Dari Kucing Dokter Hewan di Thailand Tertular COVID-19, Dilaporkan Ini Menjadi yang Pertama di Dunia

Sebuah penelitian baru-baru ini melaporkan adanya penularan virus COVID-19 dari kucing ke manusia. Menurut penelitian yang dilakukan oleh Universitas Songkhla di Thailand selatan, seekor kucing bersin ketika itu di wajah seorang dokter hewan dan kemudian menularkan padanya virus corona.

Selama ini melansir The Thaiger, belum ada terjadi kasus penularan corona dari kucing ke manusia yang dilaporkan. Studi kasus kemudian bahwa seorang ayah dan anak dari Bangkok yang dinyatakan positif COVID-19 pada Agustus tahun lalu.

Virus corona: Dua kucing New York jadi hewan peliharaan pertama di AS yang  positif Covid-19 - BBC News Indonesia

Sebelumnya, jika anda bosan dan sedang ingin mempunyai kesenangan tersendiri di aktivitas yang sedang dijalani Anda dapat berpartisipasi dalam mendapatkan memanfaatkan peluang kesempatan ini untuk dapat memenangkan keuntungan yang menyenangkan, Pastikan untuk bermain slot, permainan slot dapat dimainkan dimana pun dan kapanpun, click disini.

Namun, karena tidak ada tempat tidur rumah sakit yang tersedia di ibu kota, mereka pada akhirnya dipindahkan dengan ambulans selama 20 jam ke universitas Prince of Songkhla dalam perawatan. Mereka pergi dengan kucing mereka.

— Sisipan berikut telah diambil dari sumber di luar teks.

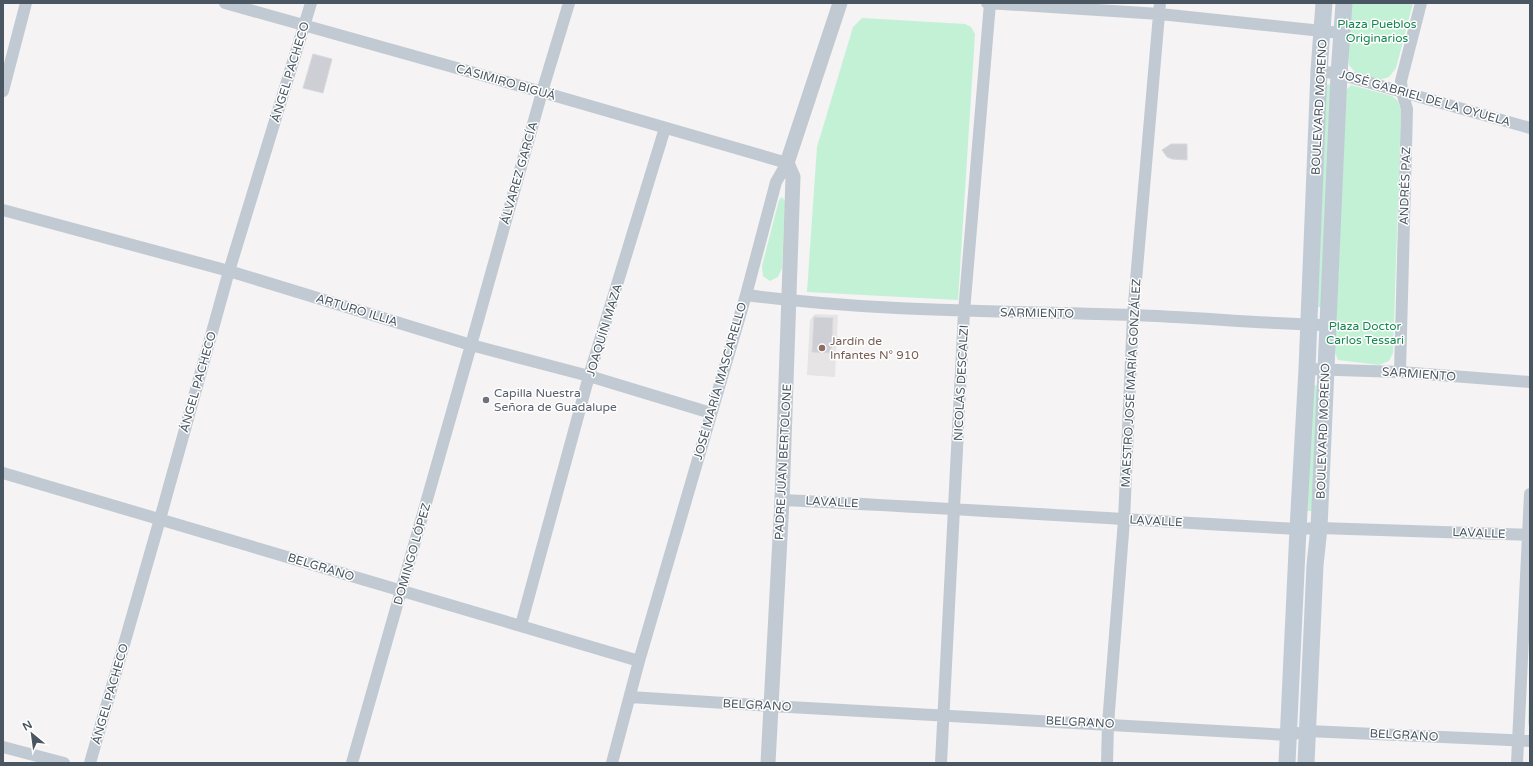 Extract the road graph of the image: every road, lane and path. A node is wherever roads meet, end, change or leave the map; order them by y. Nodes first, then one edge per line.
1 (26, 3) edge
2 (225, 3) edge
3 (311, 3) edge
4 (569, 3) edge
5 (840, 3) edge
6 (987, 3) edge
7 (990, 3) edge
8 (1324, 3) edge
9 (1344, 3) edge
10 (1421, 3) edge
11 (1160, 8) edge
12 (304, 26) junction
13 (1323, 32) junction
14 (1341, 33) junction
15 (1319, 71) junction
16 (1339, 74) junction
17 (3, 91) edge
18 (542, 92) junction
19 (1402, 92) junction
20 (665, 128) junction
21 (1530, 128) edge
22 (787, 163) junction
23 (3, 210) edge
24 (229, 271) junction
25 (746, 295) junction
26 (790, 301) junction
27 (964, 312) junction
28 (1133, 315) junction
29 (1309, 324) junction
30 (1328, 325) junction
31 (471, 344) junction
32 (1308, 369) junction
33 (1325, 370) junction
34 (1400, 372) junction
35 (589, 376) junction
36 (1530, 382) edge
37 (710, 413) junction
38 (3, 473) edge
39 (1530, 494) edge
40 (782, 500) junction
41 (954, 508) junction
42 (160, 519) junction
43 (1124, 520) junction
44 (1319, 528) junction
45 (1298, 529) junction
46 (1529, 535) edge
47 (402, 591) junction
48 (521, 625) junction
49 (640, 661) junction
50 (630, 697) junction
51 (771, 706) junction
52 (943, 715) junction
53 (1108, 724) junction
54 (1308, 731) junction
55 (1289, 735) junction
56 (1518, 740) junction
57 (1530, 741) edge
58 (3, 747) edge
59 (64, 763) edge
60 (90, 763) edge
61 (352, 763) edge
62 (612, 763) edge
63 (768, 763) edge
64 (941, 763) edge
65 (1107, 763) edge
66 (1287, 763) edge
67 (1306, 763) edge
68 (1517, 763) edge

1 - 17 street
2 - 12 street, CASIMIRO BIGUÁ
3 - 12 street, ÁNGEL PACHECO
4 - 18 street, ÁLVAREZ GARCÍA
5 - 22 street, JOSÉ MARÍA MASCARELLO
6 - 7 street
7 - 11 street
7 - 27 street, NICOLÁS DESCALZI
8 - 13 main road, BOULEVARD MORENO
9 - 14 main road, BOULEVARD MORENO
10 - 19 street, ANDRÉS PAZ
11 - 13 street
11 - 28 street, MAESTRO JOSÉ MARÍA GONZÁLEZ
12 - 18 street, CASIMIRO BIGUÁ
12 - 24 street, ÁNGEL PACHECO
13 - 14 street
13 - 15 main road, BOULEVARD MORENO
14 - 16 main road, BOULEVARD MORENO
15 - 16 street, JOSÉ GABRIEL DE LA OYUELA
15 - 29 main road, BOULEVARD MORENO
16 - 19 street, JOSÉ GABRIEL DE LA OYUELA
16 - 30 main road, BOULEVARD MORENO
18 - 20 street, CASIMIRO BIGUÁ
18 - 31 street, ÁLVAREZ GARCÍA
19 - 21 street, JOSÉ GABRIEL DE LA OYUELA
19 - 34 street, ANDRÉS PAZ
20 - 22 street, CASIMIRO BIGUÁ
20 - 35 street, JOAQUÍN MAZA
22 - 25 street, JOSÉ MARÍA MASCARELLO
22 - 26 street, PADRE JUAN BERTOLONE
23 - 24 street, ARTURO ILLIA
24 - 31 street, ARTURO ILLIA
24 - 42 street, ÁNGEL PACHECO
25 - 26 street, SARMIENTO
25 - 37 street, JOSÉ MARÍA MASCARELLO
26 - 27 street, SARMIENTO
26 - 40 street, PADRE JUAN BERTOLONE
27 - 28 street, SARMIENTO
27 - 41 street, NICOLÁS DESCALZI
28 - 29 street, SARMIENTO
28 - 43 street, MAESTRO JOSÉ MARÍA GONZÁLEZ
29 - 30 street, SARMIENTO
29 - 32 main road, BOULEVARD MORENO
30 - 33 main road, BOULEVARD MORENO
31 - 35 street, ARTURO ILLIA
31 - 47 street, DOMINGO LÓPEZ
32 - 33 street, SARMIENTO
32 - 45 main road, BOULEVARD MORENO
33 - 34 street, SARMIENTO
33 - 44 main road, BOULEVARD MORENO
34 - 36 street, SARMIENTO
35 - 37 street, ARTURO ILLIA
35 - 48 street, JOAQUÍN MAZA
37 - 49 street, JOSÉ MARÍA MASCARELLO
38 - 42 street, BELGRANO
39 - 46 street
40 - 41 street, LAVALLE
40 - 51 street, PADRE JUAN BERTOLONE
41 - 43 street, LAVALLE
41 - 52 street, NICOLÁS DESCALZI
42 - 47 street, BELGRANO
42 - 60 street, ÁNGEL PACHECO
43 - 45 street, LAVALLE
43 - 53 street, MAESTRO JOSÉ MARÍA GONZÁLEZ
44 - 45 street, LAVALLE
44 - 46 street, LAVALLE
44 - 54 main road, BOULEVARD MORENO
45 - 55 main road, BOULEVARD MORENO
46 - 56 street
47 - 48 street, BELGRANO
47 - 61 street, DOMINGO LÓPEZ
48 - 49 street, BELGRANO
49 - 50 street, JOSÉ MARÍA MASCARELLO
50 - 51 street, BELGRANO
50 - 62 street, JOSÉ MARÍA MASCARELLO
51 - 52 street, BELGRANO
51 - 63 street, PADRE JUAN BERTOLONE
52 - 53 street, BELGRANO
52 - 64 street, NICOLÁS DESCALZI
53 - 55 street, BELGRANO
53 - 65 street, MAESTRO JOSÉ MARÍA GONZÁLEZ
54 - 55 street, BELGRANO
54 - 56 street, BELGRANO
54 - 67 main road, BOULEVARD MORENO
55 - 66 main road, BOULEVARD MORENO
56 - 57 street, BELGRANO
56 - 68 street
58 - 59 street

Kucing tersebut tidur bersama mereka di tempat tidur yang sama, sebelum pada akhirnya dipindahkan ke rumah sakit hewan di universitas sebagai keperluan pengujian. Dokter hewan melakukan usap hidung pada kucing, yang bersin di wajah. Dalam hasil tes kucing ternyata mengindikasikan bahwa hewan tersebut positif terkena virus.

Meski memakai masker, dokter hewan mulai menunjukkan adanya gejala 3 hari kemudian dan dinyatakan positif COVID-19. Para peneliti memberikan kesimpulan bahwa dokter hewan itu tertular virus corona dari kucing, menjadi kemungkinan besar. Bukan tanpa alasan, studi tersebut mengatakan bahwa tidak ada orang memiliki kontak dekat bersama dengan dokter hewan yang dites positif.

Coronavirus menjadi penyakit zoonosis yang telah banyak menjangkiti hewan lain. Banyak hewan telah dites positif termasuk anjing, singa cerpelai, kucing, dan harimau. Namun, sebagian besar pada kasus ini adalah zoonosis terbalik, yang berarti penularan yang terjadi berasal dari manusia ke hewan.

Kasus yang terjadi kepada dokter hewan adalah penularan kucing-ke-manusia pertama yang dilaporkan. Satu studi menunjukkan bahwa sekelompok petani di Belanda juga tertular COVID-19 dari cerpelai.

Sementara, penelitian juga menandakan adanya kemungkinan bahwa COVID-19 dapat ditularkan melalui mata. Kesimpulan yang berakar dari fakta bahwa dokter hewan tertular meski sedang memakai masker N95, namun tak menggunakan kacamata. Jadi penelitian mendukung penggunaan pelindung wajah selain masker selama adanya interaksi jarak dekat dengan hewan atau manusia yang sedang mengalami infeksi virus.

Leave a Reply

Your email address will not be published.